= Data for review =
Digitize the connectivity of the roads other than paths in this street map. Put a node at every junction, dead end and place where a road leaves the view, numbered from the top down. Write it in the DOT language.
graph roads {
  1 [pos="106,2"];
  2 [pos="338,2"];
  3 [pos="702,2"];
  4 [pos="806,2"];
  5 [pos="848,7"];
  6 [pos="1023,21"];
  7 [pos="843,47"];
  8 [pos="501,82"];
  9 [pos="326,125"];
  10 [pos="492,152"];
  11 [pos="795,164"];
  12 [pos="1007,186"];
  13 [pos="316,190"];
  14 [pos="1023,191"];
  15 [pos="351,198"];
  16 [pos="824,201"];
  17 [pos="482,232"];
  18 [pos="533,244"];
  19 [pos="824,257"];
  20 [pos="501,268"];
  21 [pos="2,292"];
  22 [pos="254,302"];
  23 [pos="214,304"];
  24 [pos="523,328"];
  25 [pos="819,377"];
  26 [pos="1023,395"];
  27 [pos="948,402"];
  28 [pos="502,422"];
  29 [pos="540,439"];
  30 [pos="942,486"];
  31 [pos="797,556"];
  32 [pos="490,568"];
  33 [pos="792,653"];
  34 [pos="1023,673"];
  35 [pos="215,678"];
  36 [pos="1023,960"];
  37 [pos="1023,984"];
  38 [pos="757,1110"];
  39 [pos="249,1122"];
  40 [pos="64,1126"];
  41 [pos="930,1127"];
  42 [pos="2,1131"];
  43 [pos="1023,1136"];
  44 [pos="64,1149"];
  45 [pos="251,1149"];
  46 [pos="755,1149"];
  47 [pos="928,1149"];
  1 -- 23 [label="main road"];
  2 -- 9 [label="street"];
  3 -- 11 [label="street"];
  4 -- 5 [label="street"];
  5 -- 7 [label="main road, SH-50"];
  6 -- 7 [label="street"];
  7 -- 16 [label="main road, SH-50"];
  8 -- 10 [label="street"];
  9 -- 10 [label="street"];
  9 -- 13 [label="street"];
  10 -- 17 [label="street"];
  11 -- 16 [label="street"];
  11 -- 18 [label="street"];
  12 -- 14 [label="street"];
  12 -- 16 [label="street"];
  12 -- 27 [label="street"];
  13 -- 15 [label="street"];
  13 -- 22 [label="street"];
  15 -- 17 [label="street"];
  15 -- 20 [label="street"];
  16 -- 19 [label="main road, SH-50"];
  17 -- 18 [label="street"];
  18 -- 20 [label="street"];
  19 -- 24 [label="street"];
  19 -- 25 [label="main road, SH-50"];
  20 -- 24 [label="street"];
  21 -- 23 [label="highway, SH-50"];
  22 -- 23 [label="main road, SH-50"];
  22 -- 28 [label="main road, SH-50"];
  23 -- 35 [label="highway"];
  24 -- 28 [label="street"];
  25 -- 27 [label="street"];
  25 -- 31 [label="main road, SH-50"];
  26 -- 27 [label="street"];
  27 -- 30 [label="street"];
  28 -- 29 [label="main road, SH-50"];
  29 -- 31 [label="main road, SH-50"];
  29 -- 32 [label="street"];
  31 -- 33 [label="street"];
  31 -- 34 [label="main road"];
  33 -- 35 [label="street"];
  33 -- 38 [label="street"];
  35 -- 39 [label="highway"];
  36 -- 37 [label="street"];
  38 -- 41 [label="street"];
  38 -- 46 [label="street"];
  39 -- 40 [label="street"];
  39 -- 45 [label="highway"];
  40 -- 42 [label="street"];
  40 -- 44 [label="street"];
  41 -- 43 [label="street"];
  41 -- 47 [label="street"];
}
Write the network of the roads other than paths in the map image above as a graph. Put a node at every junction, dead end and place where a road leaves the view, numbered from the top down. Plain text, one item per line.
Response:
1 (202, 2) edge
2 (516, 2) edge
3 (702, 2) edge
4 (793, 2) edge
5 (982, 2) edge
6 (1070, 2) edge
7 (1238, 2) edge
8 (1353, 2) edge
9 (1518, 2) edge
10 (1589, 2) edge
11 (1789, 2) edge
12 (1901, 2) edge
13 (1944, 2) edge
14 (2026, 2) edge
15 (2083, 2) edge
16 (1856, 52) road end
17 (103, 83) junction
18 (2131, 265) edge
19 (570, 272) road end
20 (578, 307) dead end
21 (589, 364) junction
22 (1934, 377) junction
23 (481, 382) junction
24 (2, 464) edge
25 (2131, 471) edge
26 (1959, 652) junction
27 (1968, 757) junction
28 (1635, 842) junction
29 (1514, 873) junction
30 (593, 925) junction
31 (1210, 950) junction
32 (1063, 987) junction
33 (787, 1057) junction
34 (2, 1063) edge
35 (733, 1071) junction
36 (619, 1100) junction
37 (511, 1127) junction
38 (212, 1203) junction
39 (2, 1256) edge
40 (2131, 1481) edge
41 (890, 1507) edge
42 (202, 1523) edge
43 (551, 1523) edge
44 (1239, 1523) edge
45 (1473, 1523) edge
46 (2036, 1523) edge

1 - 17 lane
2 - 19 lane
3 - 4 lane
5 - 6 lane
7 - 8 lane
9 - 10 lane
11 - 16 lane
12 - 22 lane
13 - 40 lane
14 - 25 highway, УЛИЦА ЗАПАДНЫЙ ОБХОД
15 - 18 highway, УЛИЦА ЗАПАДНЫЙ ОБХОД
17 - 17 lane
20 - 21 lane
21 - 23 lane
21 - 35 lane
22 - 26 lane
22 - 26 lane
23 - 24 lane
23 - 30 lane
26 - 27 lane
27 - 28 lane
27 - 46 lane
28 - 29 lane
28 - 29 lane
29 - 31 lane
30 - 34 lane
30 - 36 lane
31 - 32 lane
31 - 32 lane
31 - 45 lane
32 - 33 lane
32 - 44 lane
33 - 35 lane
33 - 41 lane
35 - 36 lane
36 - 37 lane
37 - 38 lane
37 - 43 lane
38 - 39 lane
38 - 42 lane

= Problem requirements =
Check each line of the entries above, and show every one holding the word "ОБХОД".

= Output of the exercise =
14 - 25 highway, УЛИЦА ЗАПАДНЫЙ ОБХОД
15 - 18 highway, УЛИЦА ЗАПАДНЫЙ ОБХОД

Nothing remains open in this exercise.